Unfortunately, the Securities and Exchange Commission (SEC) does not allow a startup to raise capital from just anyone. Startups should only fundraise from Accredited Investors.

First, it’s important to understand some basic concepts. The general SEC rule is that if you are raising money, you need to register with the SEC—an incredibly expensive process. But the good news is that there are exemptions to that rule for startups under Regulation D, known as Reg D. In order for the exemption to apply, the startup must meet certain criteria, including only allowing “accredited investors” to invest in the company.

So who are these accredited investors? The major categories of accredited investors include:

  • certain institutional investors (e.g., banks and SEC-registered investment companies and broker-dealers),
  • certain business entities with assets greater than $5 million,
  • certain entities (including Native American tribes, governmental bodies, funds, and entities organized under the laws of foreign countries) that own investments in excess of $5 million,
  • directors and officers of the seed stage startup, and
  • individuals with annual incomes greater than $200K (individually) or $300K (household), or a joint net worth of greater than $1 million (excluding equity value of primary residence).

Securities law assumes accredited investors that meet the above criteria are sufficiently sophisticated, knowledgeable parties that do not require any additional disclosures. But they assume that people that do not meet the accredited investor standard might be easily tricked, so they require much more disclosure.

The quickest, cheapest ways to raise money for your startups under the Reg D exemption are Rule 506(b) and Rule 506(c).
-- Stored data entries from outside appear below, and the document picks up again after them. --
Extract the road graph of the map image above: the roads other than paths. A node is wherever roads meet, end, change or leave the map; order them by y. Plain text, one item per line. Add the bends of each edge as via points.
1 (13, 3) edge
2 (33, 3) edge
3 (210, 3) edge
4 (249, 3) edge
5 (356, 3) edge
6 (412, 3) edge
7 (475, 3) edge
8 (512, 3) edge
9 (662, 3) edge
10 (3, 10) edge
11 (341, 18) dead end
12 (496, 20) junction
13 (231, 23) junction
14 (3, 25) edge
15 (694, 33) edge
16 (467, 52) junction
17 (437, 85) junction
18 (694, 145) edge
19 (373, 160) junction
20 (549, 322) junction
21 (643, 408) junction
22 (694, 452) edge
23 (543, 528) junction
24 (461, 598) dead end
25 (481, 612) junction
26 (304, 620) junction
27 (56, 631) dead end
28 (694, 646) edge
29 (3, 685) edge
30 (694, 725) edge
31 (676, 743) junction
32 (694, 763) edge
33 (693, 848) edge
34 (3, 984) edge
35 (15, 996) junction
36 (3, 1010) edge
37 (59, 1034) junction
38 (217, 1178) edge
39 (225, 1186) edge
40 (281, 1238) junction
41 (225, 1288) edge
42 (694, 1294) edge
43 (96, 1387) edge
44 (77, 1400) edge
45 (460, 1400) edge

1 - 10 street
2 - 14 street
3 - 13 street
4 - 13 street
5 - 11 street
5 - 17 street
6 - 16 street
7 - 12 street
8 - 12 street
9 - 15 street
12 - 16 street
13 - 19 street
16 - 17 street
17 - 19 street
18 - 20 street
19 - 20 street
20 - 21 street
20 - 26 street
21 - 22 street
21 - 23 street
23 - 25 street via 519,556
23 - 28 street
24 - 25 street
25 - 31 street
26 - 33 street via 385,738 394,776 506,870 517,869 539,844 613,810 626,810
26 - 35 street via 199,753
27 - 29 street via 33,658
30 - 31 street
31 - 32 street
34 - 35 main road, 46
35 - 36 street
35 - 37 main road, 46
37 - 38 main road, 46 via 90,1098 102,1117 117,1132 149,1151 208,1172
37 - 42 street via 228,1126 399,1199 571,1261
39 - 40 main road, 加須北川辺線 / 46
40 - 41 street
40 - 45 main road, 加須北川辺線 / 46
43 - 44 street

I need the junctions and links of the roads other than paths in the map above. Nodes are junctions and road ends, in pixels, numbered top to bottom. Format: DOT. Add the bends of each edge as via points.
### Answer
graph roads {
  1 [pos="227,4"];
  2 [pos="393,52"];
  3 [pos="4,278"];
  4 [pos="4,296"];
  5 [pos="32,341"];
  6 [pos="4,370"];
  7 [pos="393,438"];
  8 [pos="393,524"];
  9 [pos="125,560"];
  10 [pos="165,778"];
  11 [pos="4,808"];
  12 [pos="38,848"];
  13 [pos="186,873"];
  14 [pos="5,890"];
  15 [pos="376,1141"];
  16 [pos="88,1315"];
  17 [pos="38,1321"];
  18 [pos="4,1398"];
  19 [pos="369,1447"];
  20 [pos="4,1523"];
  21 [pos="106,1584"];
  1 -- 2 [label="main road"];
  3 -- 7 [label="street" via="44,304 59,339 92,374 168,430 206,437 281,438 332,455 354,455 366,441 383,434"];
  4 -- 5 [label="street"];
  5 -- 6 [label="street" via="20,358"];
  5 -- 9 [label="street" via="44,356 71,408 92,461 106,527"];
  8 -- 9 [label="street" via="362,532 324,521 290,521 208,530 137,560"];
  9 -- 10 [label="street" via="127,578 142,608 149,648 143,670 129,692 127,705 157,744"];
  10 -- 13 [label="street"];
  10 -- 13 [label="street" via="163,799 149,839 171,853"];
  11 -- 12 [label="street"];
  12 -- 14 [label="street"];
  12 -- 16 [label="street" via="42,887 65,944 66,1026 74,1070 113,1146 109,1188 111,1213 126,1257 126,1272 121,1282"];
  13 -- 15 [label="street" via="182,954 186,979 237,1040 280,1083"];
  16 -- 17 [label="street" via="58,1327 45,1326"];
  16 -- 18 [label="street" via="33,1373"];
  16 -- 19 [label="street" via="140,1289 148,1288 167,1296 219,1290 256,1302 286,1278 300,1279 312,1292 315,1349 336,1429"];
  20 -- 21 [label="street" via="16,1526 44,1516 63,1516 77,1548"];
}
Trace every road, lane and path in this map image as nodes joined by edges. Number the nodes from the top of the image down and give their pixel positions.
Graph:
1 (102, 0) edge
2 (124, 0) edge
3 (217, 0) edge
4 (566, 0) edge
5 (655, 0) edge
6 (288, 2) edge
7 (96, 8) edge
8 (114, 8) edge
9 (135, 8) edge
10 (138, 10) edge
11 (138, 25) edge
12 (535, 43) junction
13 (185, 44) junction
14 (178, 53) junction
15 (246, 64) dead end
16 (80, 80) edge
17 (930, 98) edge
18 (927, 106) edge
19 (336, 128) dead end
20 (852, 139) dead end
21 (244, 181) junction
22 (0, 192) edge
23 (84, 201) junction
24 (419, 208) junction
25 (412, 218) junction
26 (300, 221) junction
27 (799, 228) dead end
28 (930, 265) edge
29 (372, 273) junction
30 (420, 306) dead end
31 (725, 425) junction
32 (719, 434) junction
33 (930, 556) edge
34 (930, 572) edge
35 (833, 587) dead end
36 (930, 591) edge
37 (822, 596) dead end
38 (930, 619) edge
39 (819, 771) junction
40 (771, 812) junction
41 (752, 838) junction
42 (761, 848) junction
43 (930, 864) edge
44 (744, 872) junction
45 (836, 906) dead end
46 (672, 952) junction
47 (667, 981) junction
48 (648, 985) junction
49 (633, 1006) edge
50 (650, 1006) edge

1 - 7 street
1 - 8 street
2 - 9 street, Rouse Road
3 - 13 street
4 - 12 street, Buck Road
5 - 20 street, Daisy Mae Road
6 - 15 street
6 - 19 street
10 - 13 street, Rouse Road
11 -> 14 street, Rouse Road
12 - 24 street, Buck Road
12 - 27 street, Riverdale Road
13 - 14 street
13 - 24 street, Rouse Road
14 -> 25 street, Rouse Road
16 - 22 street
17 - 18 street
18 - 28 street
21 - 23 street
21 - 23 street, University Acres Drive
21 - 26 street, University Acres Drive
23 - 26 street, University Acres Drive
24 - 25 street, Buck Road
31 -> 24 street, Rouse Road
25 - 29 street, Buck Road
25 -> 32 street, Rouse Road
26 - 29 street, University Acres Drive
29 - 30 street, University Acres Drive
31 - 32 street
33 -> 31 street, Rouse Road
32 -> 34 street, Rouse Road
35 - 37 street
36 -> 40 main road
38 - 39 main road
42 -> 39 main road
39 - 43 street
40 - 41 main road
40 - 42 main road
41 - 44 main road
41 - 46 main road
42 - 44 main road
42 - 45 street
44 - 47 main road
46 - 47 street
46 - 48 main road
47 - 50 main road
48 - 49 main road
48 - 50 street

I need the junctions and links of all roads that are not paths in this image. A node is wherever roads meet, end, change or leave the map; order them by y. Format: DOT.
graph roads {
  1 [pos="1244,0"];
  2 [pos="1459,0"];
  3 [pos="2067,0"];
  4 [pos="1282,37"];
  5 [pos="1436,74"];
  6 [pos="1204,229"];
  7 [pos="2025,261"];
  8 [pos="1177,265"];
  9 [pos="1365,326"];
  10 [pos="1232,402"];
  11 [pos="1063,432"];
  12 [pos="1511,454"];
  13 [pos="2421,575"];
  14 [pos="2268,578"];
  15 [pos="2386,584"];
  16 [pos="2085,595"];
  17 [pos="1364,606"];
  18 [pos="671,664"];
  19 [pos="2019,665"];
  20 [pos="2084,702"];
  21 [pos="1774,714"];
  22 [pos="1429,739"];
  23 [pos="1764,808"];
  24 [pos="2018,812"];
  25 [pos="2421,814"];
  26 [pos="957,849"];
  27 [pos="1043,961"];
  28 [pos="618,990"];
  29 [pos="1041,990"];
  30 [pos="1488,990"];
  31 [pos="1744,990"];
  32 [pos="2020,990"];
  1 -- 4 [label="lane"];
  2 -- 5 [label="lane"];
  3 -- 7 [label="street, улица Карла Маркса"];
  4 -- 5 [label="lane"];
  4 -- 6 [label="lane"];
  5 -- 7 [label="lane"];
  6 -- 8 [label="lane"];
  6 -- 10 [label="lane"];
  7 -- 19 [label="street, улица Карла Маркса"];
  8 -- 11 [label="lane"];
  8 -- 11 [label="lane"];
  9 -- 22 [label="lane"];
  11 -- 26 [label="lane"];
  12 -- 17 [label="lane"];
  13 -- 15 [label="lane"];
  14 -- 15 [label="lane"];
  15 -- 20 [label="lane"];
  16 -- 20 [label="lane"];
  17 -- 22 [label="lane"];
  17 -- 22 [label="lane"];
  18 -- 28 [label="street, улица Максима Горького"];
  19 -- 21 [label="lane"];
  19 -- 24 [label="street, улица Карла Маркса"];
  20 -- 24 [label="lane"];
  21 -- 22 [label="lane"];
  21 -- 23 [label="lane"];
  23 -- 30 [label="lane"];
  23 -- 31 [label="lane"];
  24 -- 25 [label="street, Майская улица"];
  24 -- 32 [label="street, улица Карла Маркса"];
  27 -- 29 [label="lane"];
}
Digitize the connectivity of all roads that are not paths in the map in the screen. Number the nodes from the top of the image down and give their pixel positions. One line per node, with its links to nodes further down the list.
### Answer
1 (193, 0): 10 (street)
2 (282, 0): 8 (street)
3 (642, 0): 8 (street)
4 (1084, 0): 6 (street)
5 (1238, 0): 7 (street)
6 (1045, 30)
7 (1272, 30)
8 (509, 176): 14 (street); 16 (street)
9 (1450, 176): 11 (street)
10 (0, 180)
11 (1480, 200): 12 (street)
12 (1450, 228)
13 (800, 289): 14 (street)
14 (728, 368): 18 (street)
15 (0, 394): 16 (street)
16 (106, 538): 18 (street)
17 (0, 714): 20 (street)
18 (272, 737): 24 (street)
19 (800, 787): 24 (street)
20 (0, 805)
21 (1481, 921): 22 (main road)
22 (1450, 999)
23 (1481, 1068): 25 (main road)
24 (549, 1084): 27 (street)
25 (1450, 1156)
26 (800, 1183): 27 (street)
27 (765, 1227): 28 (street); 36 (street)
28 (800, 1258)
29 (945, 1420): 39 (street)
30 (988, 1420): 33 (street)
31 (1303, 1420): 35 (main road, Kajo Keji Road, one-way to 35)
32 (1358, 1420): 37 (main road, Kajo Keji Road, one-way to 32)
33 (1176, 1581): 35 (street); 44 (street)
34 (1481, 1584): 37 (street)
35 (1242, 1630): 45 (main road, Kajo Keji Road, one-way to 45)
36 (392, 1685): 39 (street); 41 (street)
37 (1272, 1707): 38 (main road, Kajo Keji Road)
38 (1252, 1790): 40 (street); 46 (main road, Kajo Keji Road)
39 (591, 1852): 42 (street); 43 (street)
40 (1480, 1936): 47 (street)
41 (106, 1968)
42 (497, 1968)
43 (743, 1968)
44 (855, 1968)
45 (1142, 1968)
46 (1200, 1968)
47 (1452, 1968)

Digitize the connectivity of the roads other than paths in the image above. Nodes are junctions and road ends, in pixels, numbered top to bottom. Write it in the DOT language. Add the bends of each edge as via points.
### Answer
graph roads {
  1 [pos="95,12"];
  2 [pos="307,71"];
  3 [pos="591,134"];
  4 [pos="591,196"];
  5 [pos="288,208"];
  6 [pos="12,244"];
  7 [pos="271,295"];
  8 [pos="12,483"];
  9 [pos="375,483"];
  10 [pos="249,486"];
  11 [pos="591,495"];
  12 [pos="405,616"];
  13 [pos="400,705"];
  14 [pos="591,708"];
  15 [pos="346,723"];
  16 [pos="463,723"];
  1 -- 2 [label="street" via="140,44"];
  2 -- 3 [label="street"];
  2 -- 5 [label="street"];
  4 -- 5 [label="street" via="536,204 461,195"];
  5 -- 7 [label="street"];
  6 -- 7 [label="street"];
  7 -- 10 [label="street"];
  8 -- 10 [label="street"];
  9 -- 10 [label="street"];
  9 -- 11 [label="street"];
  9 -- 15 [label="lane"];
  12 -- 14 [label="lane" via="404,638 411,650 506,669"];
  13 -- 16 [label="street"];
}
Under 506(c) non-accredited investors are barred from investing. Period.

Under Rule 506(b), you can also take investments from accredited and non-accredited investors, but there’s a huge catch. In a 506(b) offering, if you want to take funds from even one non-accredited investor, your disclosure obligations go through the roof (and your legal bills do as well). By taking just one non-accredited investor, you can easily triple your legal expenses. In practice, it’s not worth it.

Putting forth that amount of money and time just to raise a small amount of funds from a small amount of non-accredited investors is just not worth it.

In the Series Seed term sheet, the purchasers are listed as follows:

Purchasers: [Accredited investors approved by the Company] (the “purchasers”).

Thus, the startup will only take investments from accredited investors it approves.